--- Dataset content ---
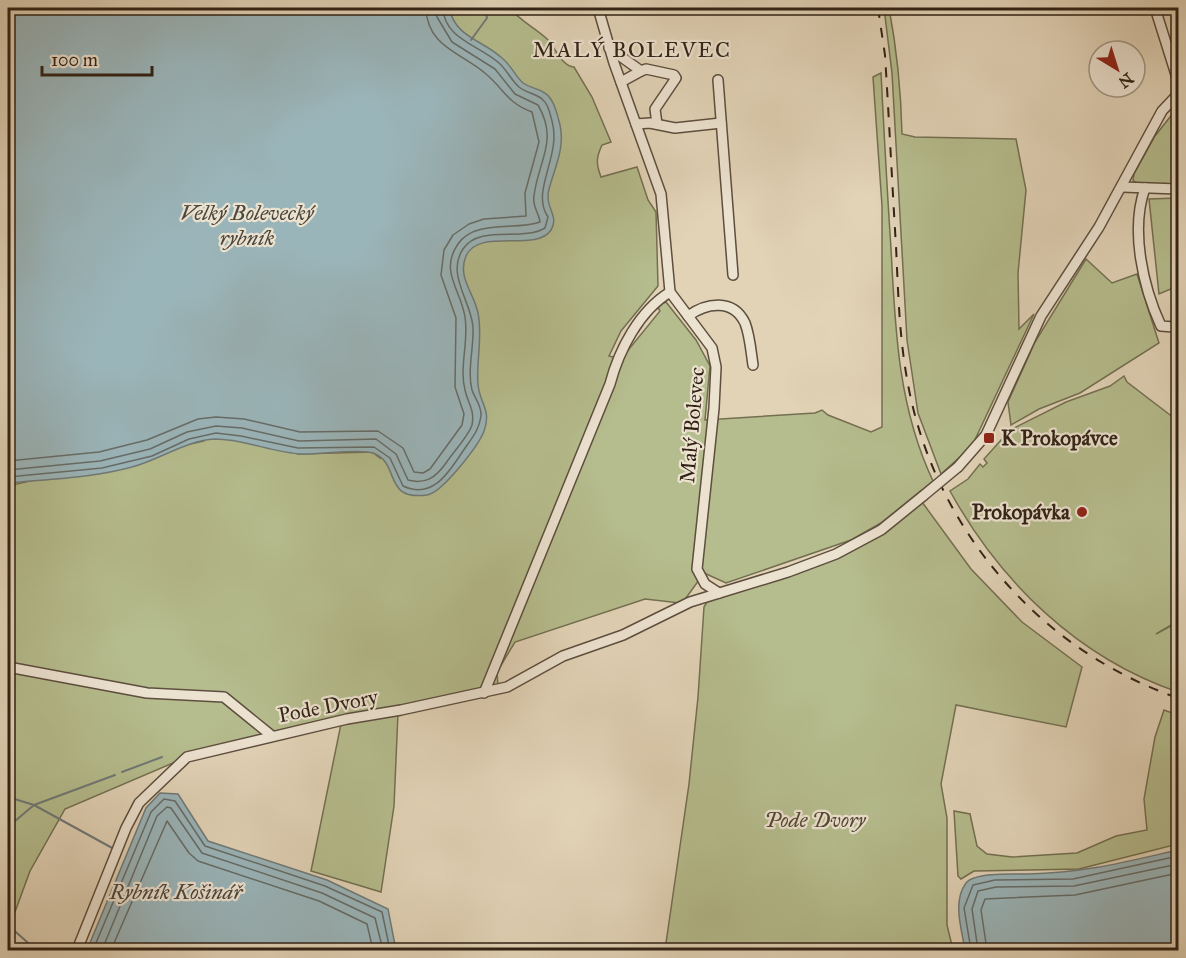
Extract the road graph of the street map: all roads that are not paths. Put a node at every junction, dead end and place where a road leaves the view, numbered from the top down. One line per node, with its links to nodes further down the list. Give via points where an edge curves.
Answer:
1 (598, 8): 3 (street)
2 (1155, 8): 7 (street)
3 (609, 48): 4 (street); 6 (street)
4 (641, 71): 6 (street); 11 (street, via 676,78 655,109)
5 (718, 80): 9 (street)
6 (621, 81): 10 (street)
7 (1179, 81)
8 (1179, 94): 12 (street, via 1162,111)
9 (721, 123): 11 (street, via 675,128); 15 (street)
10 (636, 124): 11 (street); 16 (street, via 661,194)
11 (657, 124)
12 (1122, 187): 13 (street); 20 (street, bridge, via 1041,316 986,435 958,467 881,530 836,554)
13 (1145, 188): 14 (street); 18 (street, via 1138,220 1144,270 1152,307 1161,326)
14 (1179, 189)
15 (733, 275)
16 (670, 292): 17 (street, Malý Bolevec); 22 (street, via 658,300 617,356 610,384)
17 (688, 316): 19 (street, via 708,304 734,312 745,324); 20 (street, Malý Bolevec, via 715,358 714,408 697,569 705,584)
18 (1174, 327)
19 (753, 365)
20 (719, 593): 22 (street, Pode Dvory, via 690,602 623,635 572,652 507,687)
21 (8, 667): 23 (street, via 147,693 224,697)
22 (484, 693): 23 (street, Pode Dvory)
23 (272, 736): 24 (street, Pode Dvory, via 187,757 139,803)
24 (77, 951)

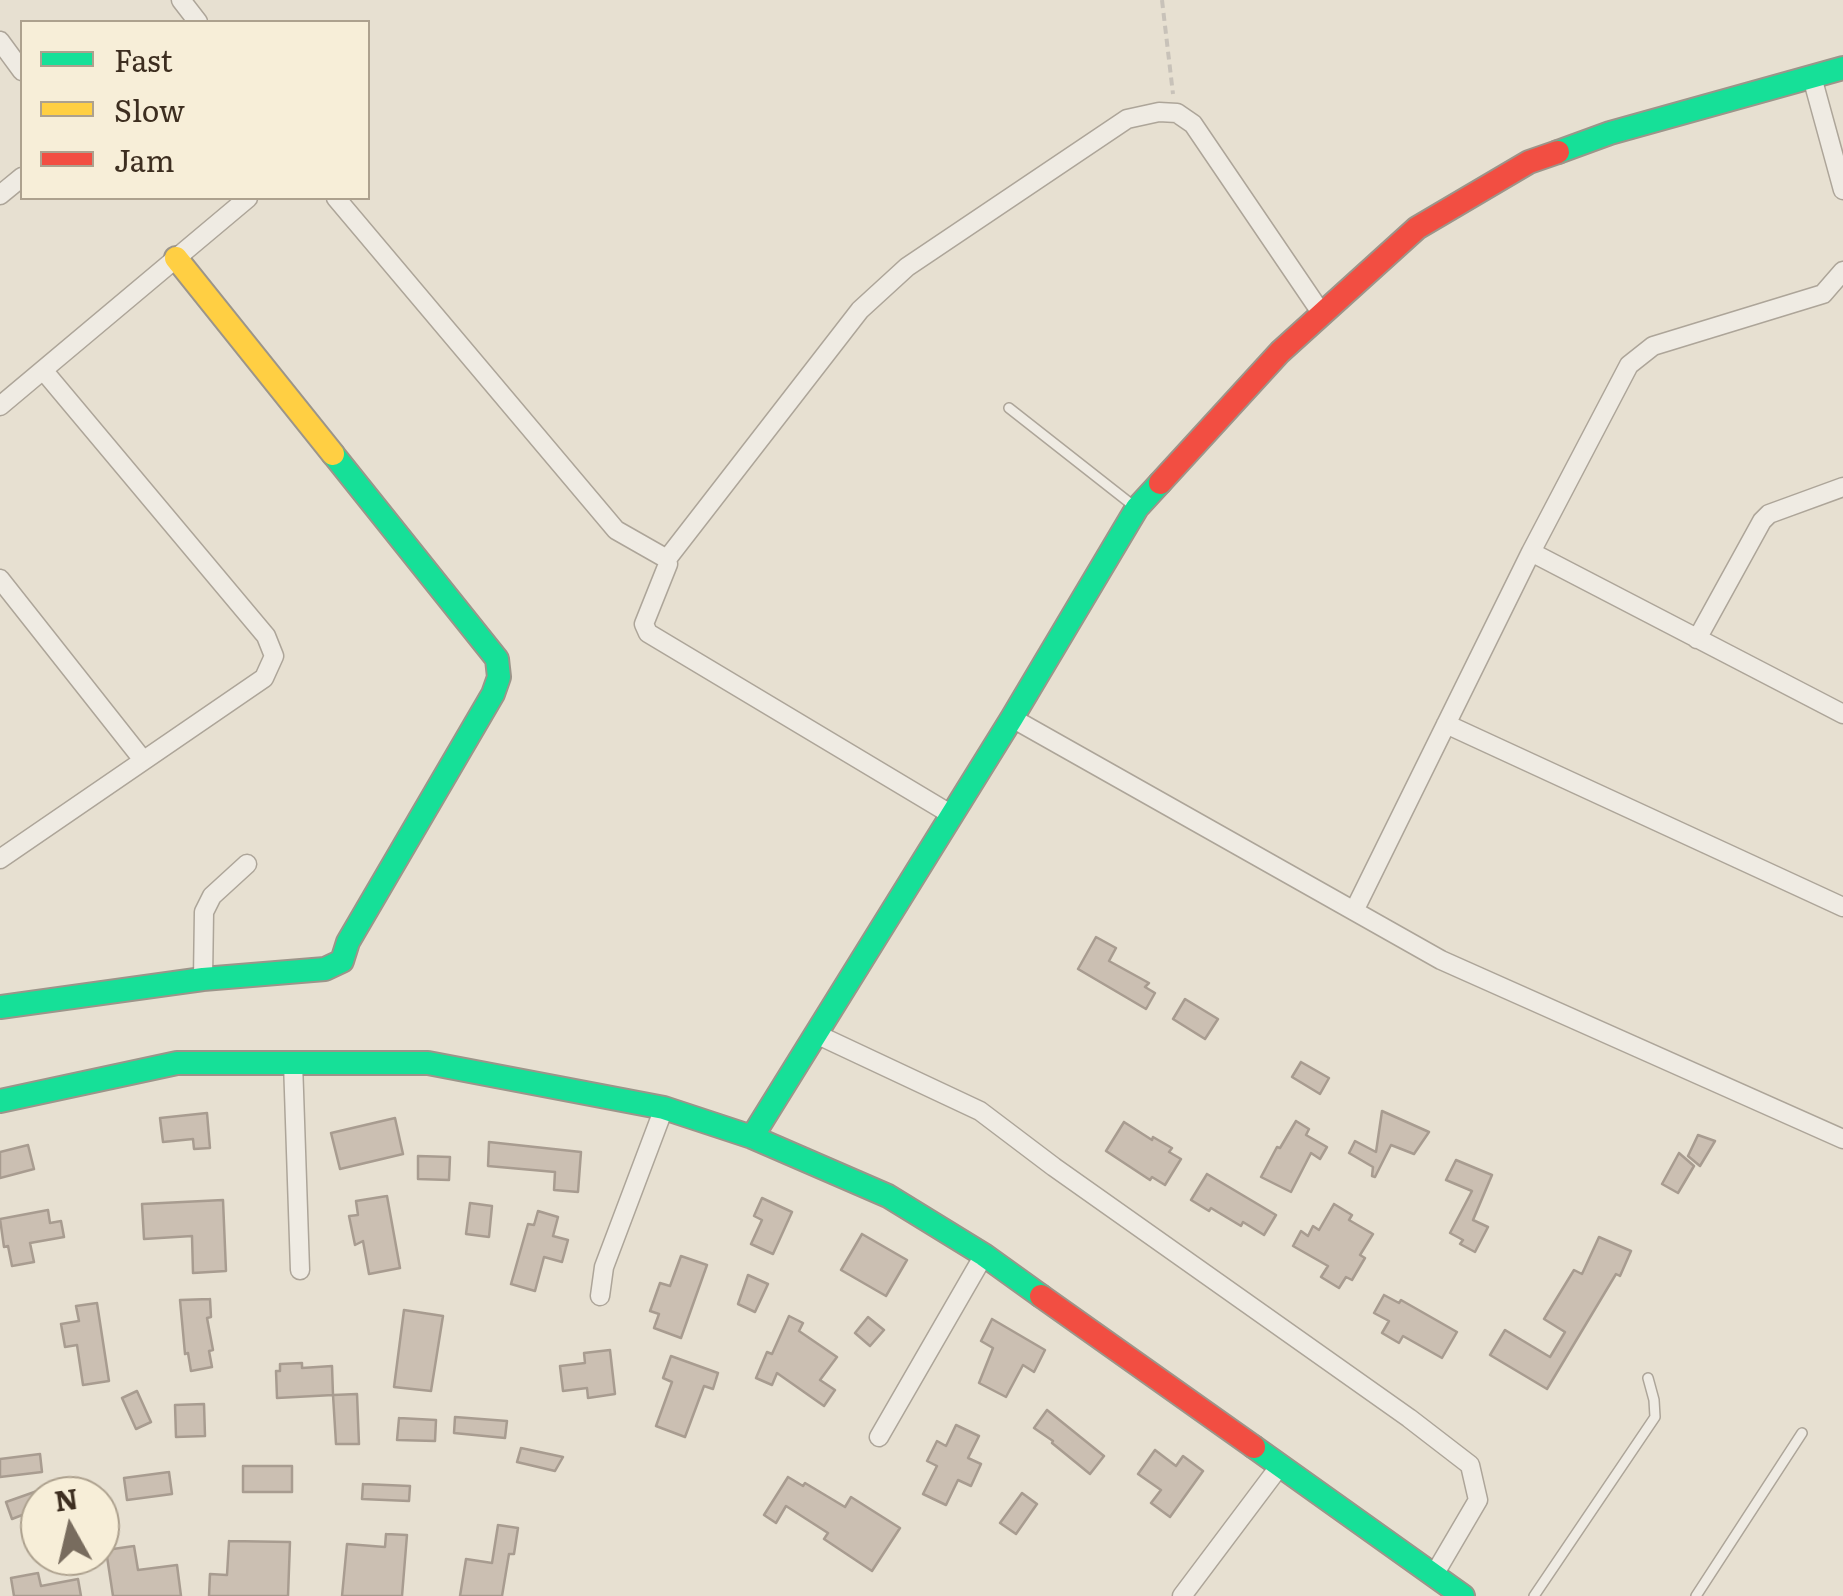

--- What is needed ---
Retype the data word for word and keep the pictures out of it.

--- Your response ---
Extract the road graph of the street map: all roads that are not paths. Put a node at every junction, dead end and place where a road leaves the view, numbered from the top down. One line per node, with its links to nodes further down the list. Give via points where an edge curves.
Answer:
1 (598, 8): 3 (street)
2 (1155, 8): 7 (street)
3 (609, 48): 4 (street); 6 (street)
4 (641, 71): 6 (street); 11 (street, via 676,78 655,109)
5 (718, 80): 9 (street)
6 (621, 81): 10 (street)
7 (1179, 81)
8 (1179, 94): 12 (street, via 1162,111)
9 (721, 123): 11 (street, via 675,128); 15 (street)
10 (636, 124): 11 (street); 16 (street, via 661,194)
11 (657, 124)
12 (1122, 187): 13 (street); 20 (street, bridge, via 1041,316 986,435 958,467 881,530 836,554)
13 (1145, 188): 14 (street); 18 (street, via 1138,220 1144,270 1152,307 1161,326)
14 (1179, 189)
15 (733, 275)
16 (670, 292): 17 (street, Malý Bolevec); 22 (street, via 658,300 617,356 610,384)
17 (688, 316): 19 (street, via 708,304 734,312 745,324); 20 (street, Malý Bolevec, via 715,358 714,408 697,569 705,584)
18 (1174, 327)
19 (753, 365)
20 (719, 593): 22 (street, Pode Dvory, via 690,602 623,635 572,652 507,687)
21 (8, 667): 23 (street, via 147,693 224,697)
22 (484, 693): 23 (street, Pode Dvory)
23 (272, 736): 24 (street, Pode Dvory, via 187,757 139,803)
24 (77, 951)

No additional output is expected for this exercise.